Dass Strategie selten dringend ist, ist wohl leicht einsichtig. Strategie ist ein längerfristig wirkender Plan und wenn er nicht existiert hat, dann wird sein Fehlen im nächsten Jahr auch nicht unmittelbar in die Katastrophe führen. Aber warum ist die Erarbeitung einer Strategie wichtig?  

Wie wir im Abschnitt über die Exponentialkurve gelernt haben, wird unsere Welt immer schneller. Es ist deshalb wichtig, unsere Organisation in die Lage zu versetzen, in vielen Situationen schnell und auch ohne große Abstimmungen entscheiden zu können. Hierfür ist es unverzichtbar, dass jeder Teil der Organisation verstehen kann, ob seine Entscheidungen zum gewünschten Ziel führen, den erwarteten Rahmen nicht verlassen oder verändern. Bestimmte Bewertungen von bekannten Trends wurde schon vorab getroffen. Ich muss sie vielleicht noch einmal überprüfen, aber nicht jedes Mal bei null anfangen. Eine gute Strategie ist also die Basis für die notwendige Beschleunigung von unabhängig in einer großen Organisation getroffenen Entscheidungen und sichert die Konsistenz des Ergebnisses von unabhängigem Tun.

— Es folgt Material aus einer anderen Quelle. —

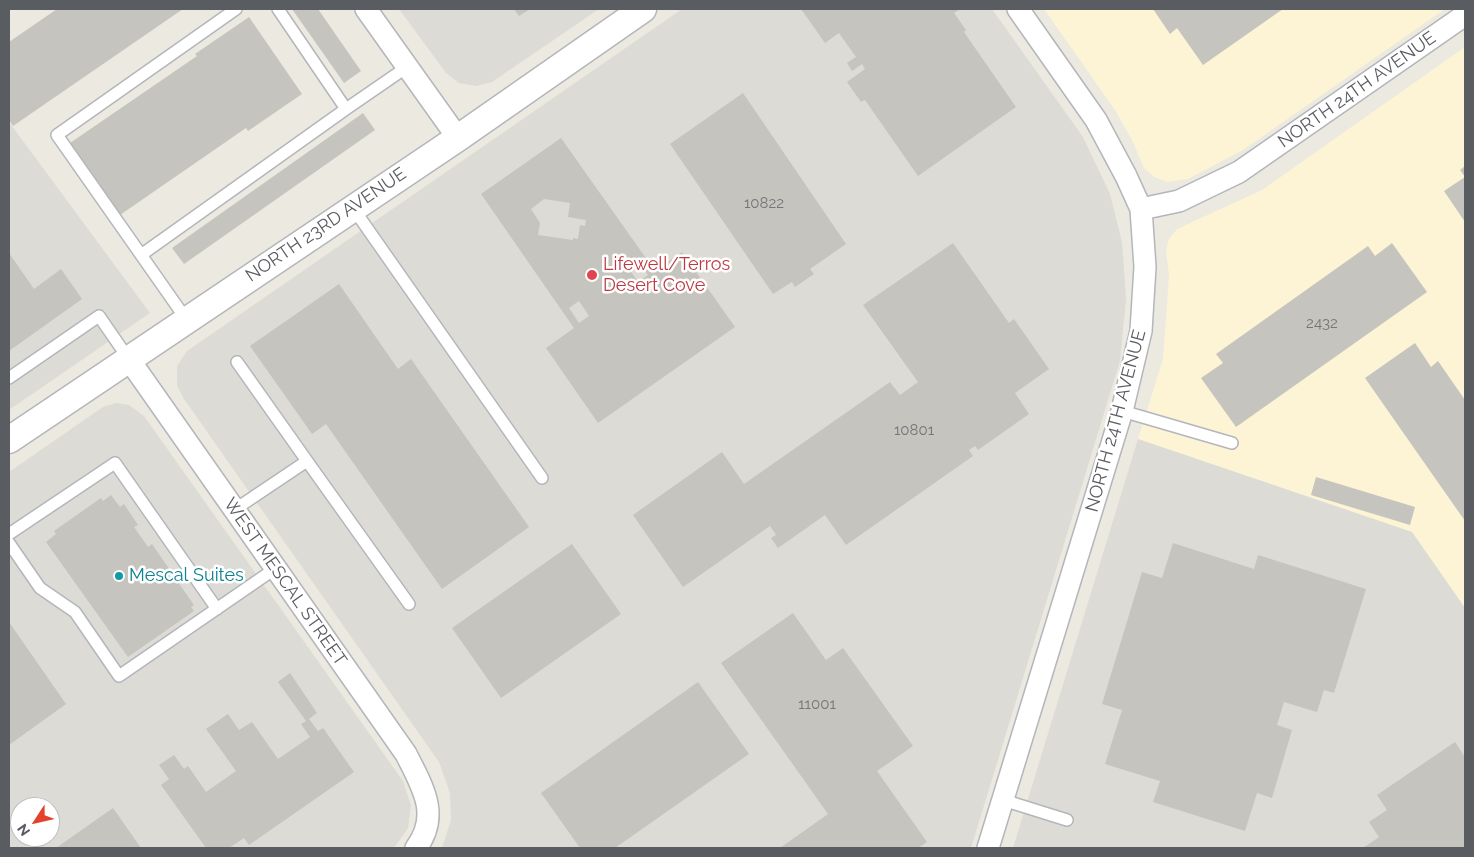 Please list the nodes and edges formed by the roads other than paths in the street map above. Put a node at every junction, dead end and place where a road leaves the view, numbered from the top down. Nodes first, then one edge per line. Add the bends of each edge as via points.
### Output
1 (236, 9) edge
2 (278, 9) edge
3 (366, 9) edge
4 (642, 9) edge
5 (1018, 9) edge
6 (1465, 15) edge
7 (407, 67) junction
8 (346, 110) junction
9 (458, 138) junction
10 (353, 208) junction
11 (1141, 209) junction
12 (141, 255) junction
13 (186, 319) junction
14 (128, 358) junction
15 (238, 362) dead end
16 (9, 378) edge
17 (1122, 411) junction
18 (9, 440) edge
19 (1232, 443) dead end
20 (307, 461) junction
21 (542, 478) dead end
22 (234, 510) junction
23 (9, 534) edge
24 (9, 542) edge
25 (276, 568) junction
26 (409, 604) dead end
27 (217, 609) junction
28 (1003, 800) junction
29 (1067, 820) dead end
30 (416, 848) edge
31 (988, 848) edge

1 - 12 lane via 56,135
2 - 8 lane
3 - 7 street
4 - 9 street, NORTH 23RD AVENUE
5 - 11 street via 1096,120
6 - 11 street, NORTH 24TH AVENUE via 1239,172 1179,201
7 - 8 lane
7 - 9 street
8 - 12 lane
9 - 10 street, NORTH 23RD AVENUE
10 - 13 street, NORTH 23RD AVENUE
10 - 21 lane
11 - 17 street, NORTH 24TH AVENUE via 1145,267 1141,331
12 - 13 lane
13 - 14 street, NORTH 23RD AVENUE
14 - 16 lane via 99,316
14 - 18 street, NORTH 23RD AVENUE
14 - 22 street, WEST MESCAL STREET
15 - 20 lane
17 - 19 lane
17 - 28 street, NORTH 24TH AVENUE
20 - 22 lane
20 - 26 lane
22 - 25 street, WEST MESCAL STREET
23 - 27 lane via 115,463
24 - 27 lane via 40,588 74,612 119,676
25 - 27 lane
25 - 30 street, WEST MESCAL STREET via 406,754 422,786 430,813 424,838
28 - 29 lane
28 - 31 street, NORTH 24TH AVENUE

Die Entwicklung und Vermittlung einer klaren und ausreichend detaillierten Strategie ist für mich eine der zentralen Führungsaufgaben eines modernen Managers und gleichzeitig eines seiner wichtigsten Führungsinstrumente. Wenn wir wollen, dass unsere Mitarbeiter etwa in den neuen agilen Projektszenarien Entscheidungen für ihren Bereich treffen können, die möglicherweise weit über den eigenen direkten Zuständigkeitsbereich hinausgehen, dann brauchen sie eine klare Strategie. Denn sonst landen wir sehr schnell wieder beim Micromanagement der Chefs, beim Rückversichern in der Hierarchie vor Entscheidungen und allem anderen, was die großen hierarchischen Organisationen so nervtötend langsam und in der Folge für den engagierten Mitarbeiter so frustrierend macht.    

Strategie ist kein statisches Objekt. Es muss kontinuierlich überprüft und in seinen Annahmen validiert werden. Weil es zentrale Handlungsbasis für alle in der Organisation ist, ist dies natürlich in einem besonderen Maße Chefsache. Über die Strategie drücke ich meinen Führungswillen aus.

Leider sind viele Manager so sehr in dringende Tagesordnungspunkte verstrickt, auch in nicht wichtige, dass ihnen die Zeit für die wirkliche eigenständige Befassung mit Strategie fehlt. Sie haben vielleicht eine zentrale Strategieabteilung, machen mit denen vielleicht auch mal einen Workshop, um irgendeinen Entwurf abzusegnen.

Aber das ist keinesfalls ausreichend. Sie müssen sich Zeit verschaffen, regelmäßig an dem Thema zu arbeiten. Lernzeit, Nachdenkzeit, Gesprächszeit etc. Sie müssen sich mit neuen Trends und Technologien befassen, Sie müssen mit Ihren Topexperten reden, wo Annahmen nicht mehr stimmen und auch mal die Tür zu machen und nachdenken, vielleicht auch einmal auf eine Tagung gehen und hören, was Kollegen aus anderen Firmen so sagen. Es braucht eben da nicht nur Spezialisten, sondern auch die Erfahrung des Top-Managements, aber auch die Klarheit zur Aggressivität bei den Zielen, der Risikobereitschaft in der Wahl der Methoden usw. All dies kostet Zeit, ihre ganz persönliche Zeit, gerade als Top-Manager. Wenn Sie meinen, diese Arbeit an eine Zentralabteilung delegieren zu können, irren Sie sich. Sie kriegen dann nur wieder eines von den schön klingenden, hausweit konsensabgestimmten Hochglanzpapieren, die Sie selber nicht authentisch vermitteln können, weil es eben nicht Ihre Strategie ist. Sollte etwa das Thema Digitalisierung für Ihr Unternehmen wichtig sein, dann sollten Sie sich als Manager schon mal mit IT befassen – und das ist übrigens etwas anderes als die Features ihres nächsten Smart-Phones zu erlernen.

Wenn Sie also führen wollen, wirklich führen und nicht über Mikromanagement die Einzelentscheidungen im Leben der Mitarbeiter treffen, dann brauchen Sie eine Strategie, die Sie mitentwickelt haben und die Sie auch verstanden haben. Und dazu brauchen Sie Zeit.        

Vielleicht starten Sie deshalb zunächst mal mit einer gründlichen Analyse Ihres Kalenders, um festzustellen, wie oft Sie Ihre Zeit in dem Quadranten „unwichtig/dringend“ verschwenden. Dann identifizieren Sie die Themen aus der Kategorie wichtig, aber nicht dringend, denen Sie zu wenig Zeit widmen. Und dann verschieben Sie systematisch Ihr Zeitbudget. Dabei setzen Sie bitte das Thema Strategie an die erste Stelle.